MANAGED CARE: Doctor Wins Suit Against HMO
"A doctor who claimed he was fired by a managed health care group for insisting on putting patients ahead of profits won a landmark victory yesterday when a San Diego jury awarded him $1.75 million in damages," the San Diego Union-Tribune reports. The jury ruled that the Children's Associated Medical Group pay $1.1 million and the group's president Dr. Irvin Kaufman pay $650,000 because they "squeezed out" Dr.

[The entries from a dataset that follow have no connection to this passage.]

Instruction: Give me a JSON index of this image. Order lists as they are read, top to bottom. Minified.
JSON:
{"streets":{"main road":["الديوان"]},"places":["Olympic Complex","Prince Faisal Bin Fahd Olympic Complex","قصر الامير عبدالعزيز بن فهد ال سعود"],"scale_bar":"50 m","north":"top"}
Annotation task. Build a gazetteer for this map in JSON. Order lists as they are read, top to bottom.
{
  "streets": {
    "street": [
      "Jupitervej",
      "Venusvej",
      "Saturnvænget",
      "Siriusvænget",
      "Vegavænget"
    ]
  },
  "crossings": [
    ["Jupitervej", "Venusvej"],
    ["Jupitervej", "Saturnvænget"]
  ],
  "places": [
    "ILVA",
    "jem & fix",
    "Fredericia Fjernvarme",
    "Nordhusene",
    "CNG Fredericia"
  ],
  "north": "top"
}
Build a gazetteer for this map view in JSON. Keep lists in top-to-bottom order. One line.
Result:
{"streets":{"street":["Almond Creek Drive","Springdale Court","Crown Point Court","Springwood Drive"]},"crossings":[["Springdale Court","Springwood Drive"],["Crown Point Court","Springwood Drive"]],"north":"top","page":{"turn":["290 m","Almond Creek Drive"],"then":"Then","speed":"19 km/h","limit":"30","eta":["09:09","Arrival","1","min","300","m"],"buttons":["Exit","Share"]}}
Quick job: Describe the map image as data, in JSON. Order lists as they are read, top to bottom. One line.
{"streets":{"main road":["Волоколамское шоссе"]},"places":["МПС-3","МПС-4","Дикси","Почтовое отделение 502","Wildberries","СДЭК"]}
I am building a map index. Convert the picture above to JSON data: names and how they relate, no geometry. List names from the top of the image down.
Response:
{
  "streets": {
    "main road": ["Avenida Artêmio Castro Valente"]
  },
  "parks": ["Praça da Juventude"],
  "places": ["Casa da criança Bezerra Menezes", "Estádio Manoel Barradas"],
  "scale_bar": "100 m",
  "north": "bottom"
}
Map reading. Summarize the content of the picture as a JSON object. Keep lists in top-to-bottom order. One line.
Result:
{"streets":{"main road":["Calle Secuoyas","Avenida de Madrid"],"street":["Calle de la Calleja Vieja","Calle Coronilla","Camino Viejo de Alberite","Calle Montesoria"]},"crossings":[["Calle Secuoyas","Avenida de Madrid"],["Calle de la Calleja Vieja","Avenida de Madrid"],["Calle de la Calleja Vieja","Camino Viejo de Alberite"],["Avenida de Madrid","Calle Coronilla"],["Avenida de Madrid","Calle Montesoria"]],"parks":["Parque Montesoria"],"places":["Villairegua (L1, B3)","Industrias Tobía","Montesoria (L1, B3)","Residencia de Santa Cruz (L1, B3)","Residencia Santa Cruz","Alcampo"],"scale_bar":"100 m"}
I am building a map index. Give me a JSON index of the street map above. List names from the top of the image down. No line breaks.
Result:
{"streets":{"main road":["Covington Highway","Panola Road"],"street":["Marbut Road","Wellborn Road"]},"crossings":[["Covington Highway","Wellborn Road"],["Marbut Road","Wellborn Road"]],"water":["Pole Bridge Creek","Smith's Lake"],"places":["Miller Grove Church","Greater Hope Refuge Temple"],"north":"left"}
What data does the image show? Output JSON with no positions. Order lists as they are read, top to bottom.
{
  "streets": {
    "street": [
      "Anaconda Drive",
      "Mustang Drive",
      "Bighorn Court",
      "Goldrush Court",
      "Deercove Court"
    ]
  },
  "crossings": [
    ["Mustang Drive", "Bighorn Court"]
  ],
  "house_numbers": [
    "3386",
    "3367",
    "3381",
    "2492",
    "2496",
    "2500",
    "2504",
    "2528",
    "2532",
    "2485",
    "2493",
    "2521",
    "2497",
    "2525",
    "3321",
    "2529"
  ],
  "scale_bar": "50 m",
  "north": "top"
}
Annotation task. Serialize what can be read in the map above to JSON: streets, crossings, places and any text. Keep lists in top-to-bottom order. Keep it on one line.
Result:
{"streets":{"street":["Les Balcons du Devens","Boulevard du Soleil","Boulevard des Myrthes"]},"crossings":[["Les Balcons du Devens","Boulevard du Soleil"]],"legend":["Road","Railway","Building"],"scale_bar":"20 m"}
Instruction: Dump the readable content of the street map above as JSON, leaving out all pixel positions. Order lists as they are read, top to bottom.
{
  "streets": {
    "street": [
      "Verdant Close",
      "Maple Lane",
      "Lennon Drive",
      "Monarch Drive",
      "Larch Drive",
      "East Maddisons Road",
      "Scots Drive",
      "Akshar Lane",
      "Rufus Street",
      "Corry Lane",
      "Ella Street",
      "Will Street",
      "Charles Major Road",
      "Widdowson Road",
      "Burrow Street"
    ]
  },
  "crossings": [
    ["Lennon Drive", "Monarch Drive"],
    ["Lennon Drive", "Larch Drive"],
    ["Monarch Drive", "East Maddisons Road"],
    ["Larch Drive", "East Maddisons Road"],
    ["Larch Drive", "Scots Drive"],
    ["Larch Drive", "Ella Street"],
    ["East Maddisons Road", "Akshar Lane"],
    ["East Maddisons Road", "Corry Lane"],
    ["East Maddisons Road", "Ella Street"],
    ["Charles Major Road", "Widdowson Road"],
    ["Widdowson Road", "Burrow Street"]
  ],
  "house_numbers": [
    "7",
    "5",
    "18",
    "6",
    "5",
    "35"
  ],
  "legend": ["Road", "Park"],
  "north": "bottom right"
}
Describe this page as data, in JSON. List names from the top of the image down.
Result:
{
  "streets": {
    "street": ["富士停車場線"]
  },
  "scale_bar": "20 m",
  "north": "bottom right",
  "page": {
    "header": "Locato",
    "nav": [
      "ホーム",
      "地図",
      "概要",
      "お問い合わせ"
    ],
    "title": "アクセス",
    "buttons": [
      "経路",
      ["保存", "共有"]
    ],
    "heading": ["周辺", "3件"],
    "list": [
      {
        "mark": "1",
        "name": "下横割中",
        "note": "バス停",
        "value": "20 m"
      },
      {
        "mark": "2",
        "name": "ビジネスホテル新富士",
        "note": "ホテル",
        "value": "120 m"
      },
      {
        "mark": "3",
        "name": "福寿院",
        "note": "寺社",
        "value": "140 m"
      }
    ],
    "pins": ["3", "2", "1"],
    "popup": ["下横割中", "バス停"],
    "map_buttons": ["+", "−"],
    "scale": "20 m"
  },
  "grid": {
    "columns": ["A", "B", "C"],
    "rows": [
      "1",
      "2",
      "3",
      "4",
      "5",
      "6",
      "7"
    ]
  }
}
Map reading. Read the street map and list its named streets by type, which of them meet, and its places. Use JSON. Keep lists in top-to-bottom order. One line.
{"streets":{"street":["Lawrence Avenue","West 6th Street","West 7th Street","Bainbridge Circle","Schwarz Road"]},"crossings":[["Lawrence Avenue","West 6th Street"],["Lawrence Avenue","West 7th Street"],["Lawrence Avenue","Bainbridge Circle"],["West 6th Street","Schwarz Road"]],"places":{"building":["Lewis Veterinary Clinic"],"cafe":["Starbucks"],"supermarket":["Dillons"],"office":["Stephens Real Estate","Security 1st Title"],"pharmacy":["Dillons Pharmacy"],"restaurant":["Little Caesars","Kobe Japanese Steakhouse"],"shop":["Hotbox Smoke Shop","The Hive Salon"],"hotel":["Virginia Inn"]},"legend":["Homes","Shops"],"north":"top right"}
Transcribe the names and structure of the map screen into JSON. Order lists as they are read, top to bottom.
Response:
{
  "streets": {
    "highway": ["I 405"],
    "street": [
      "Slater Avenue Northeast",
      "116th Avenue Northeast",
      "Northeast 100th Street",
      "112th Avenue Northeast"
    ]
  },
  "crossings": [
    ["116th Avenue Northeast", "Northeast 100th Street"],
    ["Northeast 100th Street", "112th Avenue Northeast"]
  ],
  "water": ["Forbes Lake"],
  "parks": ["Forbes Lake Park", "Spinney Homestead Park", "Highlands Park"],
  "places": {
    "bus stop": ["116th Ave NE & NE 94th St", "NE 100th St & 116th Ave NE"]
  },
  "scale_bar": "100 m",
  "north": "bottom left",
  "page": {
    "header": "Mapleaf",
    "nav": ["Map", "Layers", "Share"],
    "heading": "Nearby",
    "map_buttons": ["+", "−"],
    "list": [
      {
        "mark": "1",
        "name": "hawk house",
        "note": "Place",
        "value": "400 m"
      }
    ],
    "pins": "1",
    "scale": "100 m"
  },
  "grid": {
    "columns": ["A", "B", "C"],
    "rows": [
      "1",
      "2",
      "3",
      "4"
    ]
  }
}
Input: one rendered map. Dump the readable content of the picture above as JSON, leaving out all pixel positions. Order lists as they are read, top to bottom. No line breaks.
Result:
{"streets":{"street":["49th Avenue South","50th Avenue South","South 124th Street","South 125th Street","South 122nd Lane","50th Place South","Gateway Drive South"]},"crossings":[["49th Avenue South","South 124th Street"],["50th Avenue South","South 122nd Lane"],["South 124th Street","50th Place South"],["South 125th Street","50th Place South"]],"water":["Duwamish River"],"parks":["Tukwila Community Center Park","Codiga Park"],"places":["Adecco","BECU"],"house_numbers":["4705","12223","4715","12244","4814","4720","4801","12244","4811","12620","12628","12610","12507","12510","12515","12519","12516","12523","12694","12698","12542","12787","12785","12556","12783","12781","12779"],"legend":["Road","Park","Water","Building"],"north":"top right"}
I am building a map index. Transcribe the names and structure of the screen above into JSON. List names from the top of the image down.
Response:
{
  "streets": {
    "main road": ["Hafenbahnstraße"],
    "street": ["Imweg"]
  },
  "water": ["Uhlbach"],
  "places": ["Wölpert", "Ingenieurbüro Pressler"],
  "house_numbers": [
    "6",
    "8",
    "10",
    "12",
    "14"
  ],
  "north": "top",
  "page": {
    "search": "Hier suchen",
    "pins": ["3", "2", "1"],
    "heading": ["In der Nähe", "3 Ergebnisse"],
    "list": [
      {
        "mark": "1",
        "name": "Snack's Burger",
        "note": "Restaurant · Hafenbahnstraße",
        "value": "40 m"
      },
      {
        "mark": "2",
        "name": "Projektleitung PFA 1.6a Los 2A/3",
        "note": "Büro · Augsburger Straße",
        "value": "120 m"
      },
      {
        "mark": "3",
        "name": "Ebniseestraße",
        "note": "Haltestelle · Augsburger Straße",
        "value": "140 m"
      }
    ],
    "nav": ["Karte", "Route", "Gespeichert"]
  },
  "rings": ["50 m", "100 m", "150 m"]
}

Thomas Self "when he refused to compromise his quality of care." The jury also found that the medical group and Kaufman "acted with malice in defaming and firing Self and violated a state law protecting doctors from retaliation for advocating appropriate treatment." Self's lawyers argued their client "was forced repeatedly to resist pressures to spend less time on patient visits and curtail tests and other treatment." The medical group fired him in 1995. "Lawyers for Kaufman and the medical group declined to comment about yesterday's verdict, saying the case is not over," the Union-Tribune reports.
Consumer Victory
"Although the case is not concluded and the verdicts are subject to appeal," the Union-Tribune reports that "opponents of managed care ... quickly claimed a monumental moral victory." Consumers for Quality Care Director Jamie Court said, "This is definitely the first time in the state and probably in the country that a doctor has successfully beaten a medical corporation under the contention that he was fired for refusing to compromise on patient care." However, witnesses testifying for the defense "primarily talked about Self's dismissal being a business decision based on what they considered an excessive amount of tests" (Callahan/McKinnie, 4/7).